Der Verfassungsgerichthof hat mit Erkenntnis vom 8. Oktober 2003, G 119/03 ua, SlgNr. 17013/A, festgestellt, dass § 18 Abs. 1 Z. 3 und § 22 FrG (in der Stammfassung) bis zum 31. Dezember 2002 verfassungswidrig waren. Der vorliegende Fall ist nicht Anlassfall des genannten Erkenntnisses des Verfassungsgerichtshofes. Der Verfassungsgerichthof hat die Anlassfallwirkung seines Erkenntnisses auch nicht nach Art. 140 Abs. 7 zweiter Halbsatz B-VG auf Fälle wie den vorliegenden ausgedehnt. Die angegebenen Gesetzesstellen sind daher hier weiterhin anzuwenden und gegen eine (nochmalige) Anfechtung vor dem Verfassungsgerichtshof immunisiert.
2. Die belangte Behörde hat den bereits am 29. August 1994 gestellten Antrag der Beschwerdeführerin mit der wesentlichen Begründung abgewiesen, dass die Erteilung einer Niederlassungsbewilligung für den Aufenthaltszweck "Familiengemeinschaft mit Fremden" auf Grund des Lebensalters der Beschwerdeführerin in Bezug auf ihre Eltern jedenfalls ausgeschlossen sei. Dagegen wendet sich die Beschwerde und bringt vor, die Beschwerdeführerin halte sich bereits seit 1993 (seit ihrem 13. Lebensjahr) in Österreich auf und habe ständig bei ihren Eltern gewohnt. Es sei (nach einer Verfahrensdauer von mehr als acht Jahren) auch für volljährige Fremde nicht ausgeschlossen, die Anwesenheit von Familienangehörigen im Bundesgebiet als Grund für die Erteilung einer Niederlassungsbewilligung ins Treffen zu führen.
Dies führt die Beschwerde im Ergebnis zum Erfolg.
3.1. Der Verwaltungsgerichtshof hat zu einem Fall, auf den § 21 Abs. 3 FrG (in der Stammfassung) anzuwenden war, im Erkenntnis vom 19. Dezember 2000, Zl. 99/19/0085, ausgesprochen, dass eine Bewilligung des Familiennachzuges nach § 21 Abs. 3 FrG nur Kindern erteilt werden kann, die zum Zeitpunkt der Bescheiderlassung noch unmündig sind.

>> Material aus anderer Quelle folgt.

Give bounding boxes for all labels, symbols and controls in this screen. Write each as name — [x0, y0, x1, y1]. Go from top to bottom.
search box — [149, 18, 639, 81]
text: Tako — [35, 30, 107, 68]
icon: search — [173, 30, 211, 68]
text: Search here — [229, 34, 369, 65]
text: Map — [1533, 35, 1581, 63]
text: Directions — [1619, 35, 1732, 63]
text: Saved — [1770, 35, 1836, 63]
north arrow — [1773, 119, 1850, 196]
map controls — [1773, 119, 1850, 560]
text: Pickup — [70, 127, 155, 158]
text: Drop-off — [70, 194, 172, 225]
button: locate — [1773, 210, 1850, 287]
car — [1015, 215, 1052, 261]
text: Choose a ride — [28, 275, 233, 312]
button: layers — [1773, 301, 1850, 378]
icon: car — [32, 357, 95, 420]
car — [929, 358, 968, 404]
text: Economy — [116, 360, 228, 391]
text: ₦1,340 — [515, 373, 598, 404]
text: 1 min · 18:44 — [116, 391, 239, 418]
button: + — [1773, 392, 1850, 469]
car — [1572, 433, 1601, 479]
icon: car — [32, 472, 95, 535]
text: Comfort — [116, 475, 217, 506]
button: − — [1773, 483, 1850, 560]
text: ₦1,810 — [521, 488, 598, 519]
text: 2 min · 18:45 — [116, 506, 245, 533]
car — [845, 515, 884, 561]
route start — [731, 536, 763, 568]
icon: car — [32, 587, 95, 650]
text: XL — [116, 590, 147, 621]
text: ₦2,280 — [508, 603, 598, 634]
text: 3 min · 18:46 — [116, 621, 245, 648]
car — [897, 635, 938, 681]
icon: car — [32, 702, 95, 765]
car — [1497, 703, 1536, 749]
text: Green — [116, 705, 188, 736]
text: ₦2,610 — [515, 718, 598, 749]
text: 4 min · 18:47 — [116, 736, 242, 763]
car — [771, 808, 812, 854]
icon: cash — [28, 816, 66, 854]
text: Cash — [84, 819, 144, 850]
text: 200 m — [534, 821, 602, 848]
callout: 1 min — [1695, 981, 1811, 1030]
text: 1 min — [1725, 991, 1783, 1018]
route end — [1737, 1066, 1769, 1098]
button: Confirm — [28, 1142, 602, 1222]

Das Abstellen auf die Sachlage und Rechtslage im Zeitpunkt der Bescheiderlassung sei nicht als unsachlich zu erkennen, weil für die Entscheidung, ob einem Fremden die Zuwanderung zu gestatten ist oder nicht, die persönliche Situation (hier: das Alter) des Fremden im Entscheidungszeitpunkt wichtiger sei als jene im Antragszeitpunkt.
3.2. Die in § 21 Abs. 3 FrG enthaltene Wortfolge "vor Vollendung des 14. Lebensjahres" wurde mit Erkenntnis des Verfassungsgerichtshofes vom 19. Juni 2000, SlgNr. 15836/A, als verfassungswidrig aufgehoben. Die Aufhebung trat mit Ablauf des 31. Dezember 2000 in Kraft. Ab dem 1. Jänner 2001 galt § 21 Abs. 3 FrG idF BGBl. I Nr. 134/2000.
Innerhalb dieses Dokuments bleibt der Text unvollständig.